My dog has Cancer.  What now?

You just heard your veterinarian utter that awful word.  The big C. CANCER.  She outlines treatment options and costs, but your mind is a whirl.

  • How could this have happened to my best friend?
  • Is this a death sentence?
  • Can I afford treatment?
  • What should I do now?

I know the feeling.  I’ve been there multiple times with my dogs.  Kaylee and Cassie have provided me with many learning opportunities about caring for dogs with cancer.

Canine Cancer Concerns provides information on caring for your dog.

After receiving Kaylee’s diagnosis of osteosarcoma, a fast growing bone cancer, I read story after story of dogs dying within a few months.  Finally, I found one short comment on a forum page about a dog living for two years.  That one post gave me hope that I want to pass onto you.

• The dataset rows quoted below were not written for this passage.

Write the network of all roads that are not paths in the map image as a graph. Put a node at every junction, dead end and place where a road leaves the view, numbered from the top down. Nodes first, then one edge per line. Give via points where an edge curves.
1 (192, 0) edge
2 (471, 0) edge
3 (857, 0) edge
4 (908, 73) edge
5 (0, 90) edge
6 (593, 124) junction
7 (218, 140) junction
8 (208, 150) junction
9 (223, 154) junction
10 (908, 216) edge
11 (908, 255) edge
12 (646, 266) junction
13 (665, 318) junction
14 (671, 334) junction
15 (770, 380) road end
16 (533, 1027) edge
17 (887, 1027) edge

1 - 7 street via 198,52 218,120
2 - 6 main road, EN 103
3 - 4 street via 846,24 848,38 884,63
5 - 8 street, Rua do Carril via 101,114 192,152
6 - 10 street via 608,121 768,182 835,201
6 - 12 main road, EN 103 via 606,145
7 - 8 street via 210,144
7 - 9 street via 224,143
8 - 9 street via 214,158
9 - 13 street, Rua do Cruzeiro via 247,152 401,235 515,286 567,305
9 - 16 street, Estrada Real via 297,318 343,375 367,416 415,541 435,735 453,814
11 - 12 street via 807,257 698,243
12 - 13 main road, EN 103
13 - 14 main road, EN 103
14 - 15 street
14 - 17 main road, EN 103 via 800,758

Kaylee did indeed live exactly two years from when she started showing symptoms, during which I learned a tremendous amount about caring for handicapped dogs.  Some of these techniques I applied eleven years later when Cassie developed a brain tumor.

Dog in sling and harness
Cassie in a sling and harness.
Dog in wheelchair
Kaylee in her wheelchair.

Send me your stories

Please submit your stories about caring for your cancer stricken dogs.   My goal for Canine Cancer Concerns is to provide a source of information for everyone who ever hears these dreaded words from their veterinarian.  Please leave comments, let me know what products or methods have worked for you, and send your dog’s story and a photo through my contact page.

Sandy Kubillus

You can also visit my Enviro-Dog website and my freelance copywriting website at Kay9Environmental.

8 thoughts on “Home

  1. I only had 1 month until I lost my previous cat from her cancer diagnosis. She was a senior cat and had been so healthy until that last 6 months. I knew something was wrong with her, but the vets kept saying they couldn’t find anything wrong.

    • Cancer can often be very hard to diagnose, especially when it is very deep. My vet thinks that is what happened with my cocker spaniel, Chipper.

  2. I’ve never had experience with a dog with cancer but as unfortunately as it is that you’ve had not one but two dogs with cancer I’m sure your stories will be so helpful to parents who just found out about their dogs cancer and are looking for that glimmer of hope that you found!

    • Thank you. Chipper, my cocker spaniel also likely had cancer. We just never were able to fully diagnose what type since he became anemic and surgery was no longer an option. Over 50% of older dogs die from cancer. You have been very lucky.